**Problem to solve**
Check every line below for the word "LUCIE" and copy each one that has it.

☆ ☆ ☆ ☆

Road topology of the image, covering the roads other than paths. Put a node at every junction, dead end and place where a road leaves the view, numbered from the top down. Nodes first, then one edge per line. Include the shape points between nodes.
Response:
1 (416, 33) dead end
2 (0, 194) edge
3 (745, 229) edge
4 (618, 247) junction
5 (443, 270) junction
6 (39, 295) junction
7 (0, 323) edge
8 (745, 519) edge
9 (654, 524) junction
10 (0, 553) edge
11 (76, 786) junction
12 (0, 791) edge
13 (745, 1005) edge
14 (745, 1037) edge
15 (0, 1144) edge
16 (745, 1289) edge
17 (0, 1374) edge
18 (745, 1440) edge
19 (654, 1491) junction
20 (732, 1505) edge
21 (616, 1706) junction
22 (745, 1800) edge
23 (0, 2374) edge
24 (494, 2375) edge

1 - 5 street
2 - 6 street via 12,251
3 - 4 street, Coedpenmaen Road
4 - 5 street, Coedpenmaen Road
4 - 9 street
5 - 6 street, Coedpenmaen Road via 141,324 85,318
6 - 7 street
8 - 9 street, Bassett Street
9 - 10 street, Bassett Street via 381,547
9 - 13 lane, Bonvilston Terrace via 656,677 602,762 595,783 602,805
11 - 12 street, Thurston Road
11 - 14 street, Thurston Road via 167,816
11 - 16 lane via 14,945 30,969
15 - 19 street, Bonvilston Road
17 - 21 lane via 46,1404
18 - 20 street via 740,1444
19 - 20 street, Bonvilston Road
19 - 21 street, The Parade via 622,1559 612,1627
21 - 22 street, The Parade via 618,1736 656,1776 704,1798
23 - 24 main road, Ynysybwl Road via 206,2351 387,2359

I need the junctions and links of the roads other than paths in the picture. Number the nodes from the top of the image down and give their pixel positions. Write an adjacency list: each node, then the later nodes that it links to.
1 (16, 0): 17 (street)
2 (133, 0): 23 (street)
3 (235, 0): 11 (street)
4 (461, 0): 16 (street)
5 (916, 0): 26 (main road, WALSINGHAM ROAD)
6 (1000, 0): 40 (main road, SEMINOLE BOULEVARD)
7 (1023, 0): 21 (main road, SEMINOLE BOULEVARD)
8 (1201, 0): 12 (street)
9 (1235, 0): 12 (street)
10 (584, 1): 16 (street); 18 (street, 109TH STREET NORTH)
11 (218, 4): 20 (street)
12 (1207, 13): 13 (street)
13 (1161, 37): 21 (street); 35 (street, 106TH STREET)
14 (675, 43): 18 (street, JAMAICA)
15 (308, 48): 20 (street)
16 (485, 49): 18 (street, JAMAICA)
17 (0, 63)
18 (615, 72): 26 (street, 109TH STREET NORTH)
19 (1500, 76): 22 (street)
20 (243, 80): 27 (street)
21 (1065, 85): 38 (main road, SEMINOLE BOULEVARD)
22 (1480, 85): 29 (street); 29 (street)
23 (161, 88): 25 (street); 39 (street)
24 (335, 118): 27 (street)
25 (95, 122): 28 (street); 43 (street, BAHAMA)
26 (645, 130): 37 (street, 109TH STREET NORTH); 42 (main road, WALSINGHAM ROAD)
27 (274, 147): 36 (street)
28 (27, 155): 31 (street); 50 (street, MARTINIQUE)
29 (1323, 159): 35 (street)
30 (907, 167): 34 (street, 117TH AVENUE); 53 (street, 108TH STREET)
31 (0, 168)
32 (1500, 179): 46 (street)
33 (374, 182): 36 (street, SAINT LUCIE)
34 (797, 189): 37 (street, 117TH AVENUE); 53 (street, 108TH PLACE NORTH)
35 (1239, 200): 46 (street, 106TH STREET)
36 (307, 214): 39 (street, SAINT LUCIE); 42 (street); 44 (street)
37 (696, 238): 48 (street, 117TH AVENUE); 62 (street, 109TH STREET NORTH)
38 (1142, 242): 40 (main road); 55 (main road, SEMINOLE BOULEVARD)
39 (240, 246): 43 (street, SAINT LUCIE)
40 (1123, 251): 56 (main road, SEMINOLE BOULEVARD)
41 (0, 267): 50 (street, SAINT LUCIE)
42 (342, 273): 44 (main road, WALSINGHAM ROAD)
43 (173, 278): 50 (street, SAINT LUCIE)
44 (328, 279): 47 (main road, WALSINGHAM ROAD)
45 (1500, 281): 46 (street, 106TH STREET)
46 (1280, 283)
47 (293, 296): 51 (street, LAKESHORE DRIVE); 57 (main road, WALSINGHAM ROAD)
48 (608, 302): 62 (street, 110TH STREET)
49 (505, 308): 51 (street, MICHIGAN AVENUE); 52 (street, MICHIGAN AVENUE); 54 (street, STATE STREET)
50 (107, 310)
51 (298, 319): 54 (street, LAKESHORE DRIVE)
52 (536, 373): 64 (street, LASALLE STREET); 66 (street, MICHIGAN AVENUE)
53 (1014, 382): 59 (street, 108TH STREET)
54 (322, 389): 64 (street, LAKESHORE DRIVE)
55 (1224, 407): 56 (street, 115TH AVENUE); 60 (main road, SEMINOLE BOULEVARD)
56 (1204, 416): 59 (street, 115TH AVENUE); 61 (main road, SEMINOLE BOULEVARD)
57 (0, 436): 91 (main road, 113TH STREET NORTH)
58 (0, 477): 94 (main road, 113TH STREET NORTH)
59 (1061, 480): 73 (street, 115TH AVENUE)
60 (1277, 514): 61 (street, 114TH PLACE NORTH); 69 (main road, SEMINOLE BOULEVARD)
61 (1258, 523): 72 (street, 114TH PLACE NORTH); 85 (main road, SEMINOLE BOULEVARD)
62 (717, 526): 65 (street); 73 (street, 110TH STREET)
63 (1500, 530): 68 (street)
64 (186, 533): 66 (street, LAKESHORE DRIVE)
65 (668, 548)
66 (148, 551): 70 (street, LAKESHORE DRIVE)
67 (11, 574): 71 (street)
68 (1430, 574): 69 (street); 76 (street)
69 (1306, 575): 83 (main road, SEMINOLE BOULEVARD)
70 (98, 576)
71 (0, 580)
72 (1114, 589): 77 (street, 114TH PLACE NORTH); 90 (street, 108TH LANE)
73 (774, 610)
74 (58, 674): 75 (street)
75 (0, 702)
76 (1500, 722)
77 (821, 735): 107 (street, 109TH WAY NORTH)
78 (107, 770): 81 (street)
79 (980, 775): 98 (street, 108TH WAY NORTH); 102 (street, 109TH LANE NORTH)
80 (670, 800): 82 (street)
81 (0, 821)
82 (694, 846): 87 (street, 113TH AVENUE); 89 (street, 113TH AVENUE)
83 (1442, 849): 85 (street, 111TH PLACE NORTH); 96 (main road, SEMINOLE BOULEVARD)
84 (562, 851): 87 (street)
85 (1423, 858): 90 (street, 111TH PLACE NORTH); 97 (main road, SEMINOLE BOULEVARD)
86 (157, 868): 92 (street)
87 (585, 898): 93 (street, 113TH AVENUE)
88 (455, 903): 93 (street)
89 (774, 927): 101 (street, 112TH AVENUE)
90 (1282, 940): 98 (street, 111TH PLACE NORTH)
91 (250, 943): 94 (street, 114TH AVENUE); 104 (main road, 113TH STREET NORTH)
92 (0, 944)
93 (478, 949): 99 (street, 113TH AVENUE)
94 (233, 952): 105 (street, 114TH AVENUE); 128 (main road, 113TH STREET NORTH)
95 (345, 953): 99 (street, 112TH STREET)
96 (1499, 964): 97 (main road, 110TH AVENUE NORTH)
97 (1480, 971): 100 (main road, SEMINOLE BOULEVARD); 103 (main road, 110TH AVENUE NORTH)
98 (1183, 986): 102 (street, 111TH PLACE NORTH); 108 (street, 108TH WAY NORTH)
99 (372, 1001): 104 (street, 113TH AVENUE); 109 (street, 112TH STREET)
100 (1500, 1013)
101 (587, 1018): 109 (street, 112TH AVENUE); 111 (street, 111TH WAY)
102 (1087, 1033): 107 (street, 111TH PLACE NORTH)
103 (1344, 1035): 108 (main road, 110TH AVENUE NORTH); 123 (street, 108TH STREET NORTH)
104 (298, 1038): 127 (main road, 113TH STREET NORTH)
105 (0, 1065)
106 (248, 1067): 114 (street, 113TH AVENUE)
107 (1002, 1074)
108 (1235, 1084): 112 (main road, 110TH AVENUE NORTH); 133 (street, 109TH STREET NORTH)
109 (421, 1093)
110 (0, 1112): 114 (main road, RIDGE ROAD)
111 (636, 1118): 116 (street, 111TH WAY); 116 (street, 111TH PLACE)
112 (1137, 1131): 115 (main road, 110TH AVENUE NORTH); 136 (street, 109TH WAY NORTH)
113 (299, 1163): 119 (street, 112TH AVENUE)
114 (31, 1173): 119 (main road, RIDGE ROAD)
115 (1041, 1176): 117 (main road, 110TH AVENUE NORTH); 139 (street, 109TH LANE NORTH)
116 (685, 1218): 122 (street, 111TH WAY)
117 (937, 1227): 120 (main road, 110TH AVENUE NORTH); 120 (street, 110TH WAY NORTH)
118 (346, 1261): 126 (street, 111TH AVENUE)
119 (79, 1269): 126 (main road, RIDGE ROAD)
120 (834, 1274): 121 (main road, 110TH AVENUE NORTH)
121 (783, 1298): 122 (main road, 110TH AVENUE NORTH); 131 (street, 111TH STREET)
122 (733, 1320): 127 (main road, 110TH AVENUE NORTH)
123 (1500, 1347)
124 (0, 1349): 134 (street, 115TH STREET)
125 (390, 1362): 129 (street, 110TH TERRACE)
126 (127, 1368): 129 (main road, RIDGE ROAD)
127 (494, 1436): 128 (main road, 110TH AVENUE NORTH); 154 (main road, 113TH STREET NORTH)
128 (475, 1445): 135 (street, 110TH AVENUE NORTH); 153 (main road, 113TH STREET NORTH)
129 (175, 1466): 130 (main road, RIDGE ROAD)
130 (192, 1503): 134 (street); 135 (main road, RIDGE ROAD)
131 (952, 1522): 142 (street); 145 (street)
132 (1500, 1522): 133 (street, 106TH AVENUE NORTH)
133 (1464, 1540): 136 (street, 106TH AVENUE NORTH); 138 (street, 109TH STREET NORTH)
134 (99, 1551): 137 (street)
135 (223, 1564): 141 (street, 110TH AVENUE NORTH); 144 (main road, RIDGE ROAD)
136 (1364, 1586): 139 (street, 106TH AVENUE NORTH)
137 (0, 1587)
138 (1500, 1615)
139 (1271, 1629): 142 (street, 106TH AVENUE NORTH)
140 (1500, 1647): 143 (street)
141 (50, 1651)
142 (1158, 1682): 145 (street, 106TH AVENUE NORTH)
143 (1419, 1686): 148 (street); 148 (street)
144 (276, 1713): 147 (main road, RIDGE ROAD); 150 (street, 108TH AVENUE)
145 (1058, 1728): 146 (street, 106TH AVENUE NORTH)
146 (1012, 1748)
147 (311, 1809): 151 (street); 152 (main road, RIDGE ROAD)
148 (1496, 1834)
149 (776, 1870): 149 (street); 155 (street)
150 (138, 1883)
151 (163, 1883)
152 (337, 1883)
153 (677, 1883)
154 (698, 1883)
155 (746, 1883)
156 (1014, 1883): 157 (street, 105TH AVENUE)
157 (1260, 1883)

☆ ☆ ☆ ☆

**Expected answer**
33 (374, 182): 36 (street, SAINT LUCIE)
36 (307, 214): 39 (street, SAINT LUCIE); 42 (street); 44 (street)
39 (240, 246): 43 (street, SAINT LUCIE)
41 (0, 267): 50 (street, SAINT LUCIE)
43 (173, 278): 50 (street, SAINT LUCIE)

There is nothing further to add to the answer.